According to a survey by the Institute of International Education in partnership with the US Department of State’s Bureau of Educational and Cultural Affairs, the US enrolls more of the world’s 4.5 million international students than any other country. However with over 2,000 four-year colleges and universities to choose from, the prospect of applying to colleges in the US can feel daunting; especially for international students who may not have first-hand knowledge of the US or its applications process. As most university counselors will stress, only once students have narrowed their scope can in-depth research begin – the intensive, time-encompassing quest for colleges that are the much hyped “right fit.”
“It’s been estimated that solid research takes approximately 10 hours per school. Understanding the culture of a school, the type of students who typically attend, and all the other factors takes time,” says Hamilton Gregg, a college advisor at Harrow International School Beijing (HISB), and the founder of Beijing-based International Educational Consulting. Gregg has worked in education since 1985 and helps students and their families understand their personal and educational needs and find the right school to meet their requirements. School lists should generally be broken down into three categories: reach, match, and safety schools.

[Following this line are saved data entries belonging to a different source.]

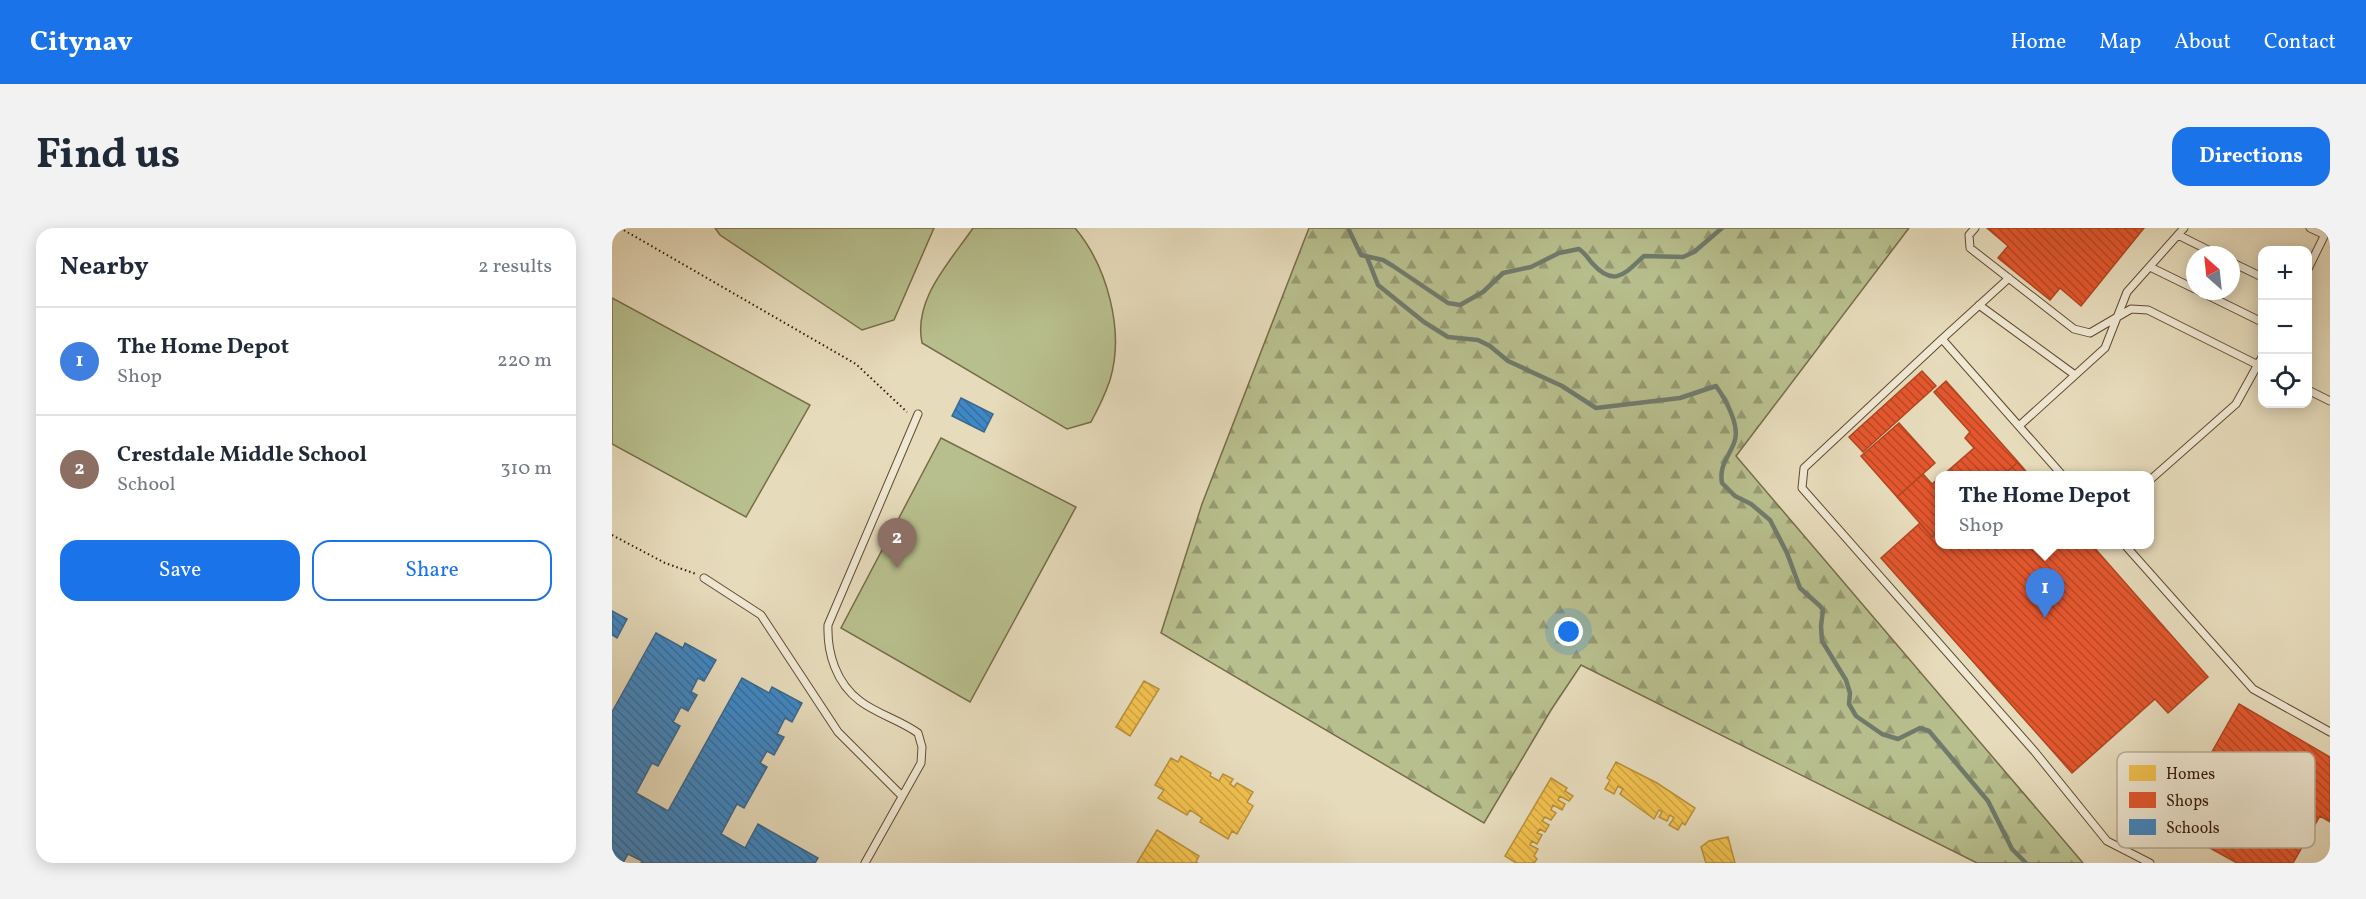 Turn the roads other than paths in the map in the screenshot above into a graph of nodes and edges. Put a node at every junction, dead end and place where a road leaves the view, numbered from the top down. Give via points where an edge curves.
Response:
1 (1975, 228) edge
2 (2184, 228) edge
3 (2310, 228) edge
4 (2326, 232) edge
5 (2178, 235) junction
6 (2200, 246) edge
7 (2312, 259) edge
8 (2240, 266) edge
9 (2150, 267) junction
10 (2258, 275) edge
11 (2009, 278) junction
12 (2186, 285) edge
13 (2217, 300) edge
14 (1979, 305) junction
15 (2117, 317) junction
16 (2258, 320) edge
17 (1942, 339) junction
18 (2258, 365) edge
19 (2258, 369) edge
20 (2075, 375) junction
21 (2312, 392) edge
22 (2330, 401) edge
23 (917, 417) road end
24 (2019, 426) junction
25 (2059, 471) edge
26 (2154, 476) edge
27 (2128, 549) edge
28 (704, 578) road end
29 (2330, 732) edge
30 (902, 796) junction
31 (2117, 846) edge
32 (2121, 848) edge
33 (865, 863) edge
34 (2150, 863) edge

1 - 11 lane via 1969,236 1970,248
2 - 5 lane
3 - 4 lane
4 - 7 lane
5 - 6 lane
5 - 9 lane
8 - 10 lane
9 - 12 lane
9 - 15 lane via 2127,292
11 - 14 lane
11 - 15 lane via 2074,329 2090,333
13 - 16 lane
14 - 17 lane
14 - 20 lane
15 - 18 lane via 2131,309 2148,310
15 - 20 lane via 2105,348
17 - 24 lane
17 - 31 lane via 1804,468 1802,488 2035,752 2107,841
19 - 26 lane via 2236,404
20 - 24 lane
21 - 22 lane
23 - 30 lane via 828,625 827,643 834,668 859,700 918,733 921,763
24 - 25 lane
27 - 29 lane via 2253,689
28 - 30 lane via 761,615 838,732
30 - 33 lane
32 - 34 lane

With the start of another academic year upon us this month, we speak with Gregg as well as three recent graduates from Dulwich College Beijing (DCB), the Schlueter triplets. We met with the American-born sisters twice as Year 13 students: once after they applied to universities last winter and again after they received their acceptances. The girls provide an inside look at applying to US colleges and their experiences finding the right school.
Location, Location, Location
The first time we meet with the Schlueter sisters at a coffee shop in Shunyi, it’s the middle of December and the girls arrive for our interview dressed down in leggings, UGG boots, and fleece jackets. Alivia, Brooke, and Caroline Schlueter are originally from Pittsburgh, Pennsylvania and have lived in Beijing for six years. The Schlueter sisters are applying to between six to eight universities each, an average number by American standards.
The girls’ 20-year-old sister also went to DCB and had a hand in influencing their choices on where to apply. “We’re mainly applying on the East Coast and in the South as well as to a few similar schools, like Fordham University, University of South Carolina, and Northeastern University,” says Brooke. “After going on college tours with our older sister, we happened to like a lot of the schools she was applying to.”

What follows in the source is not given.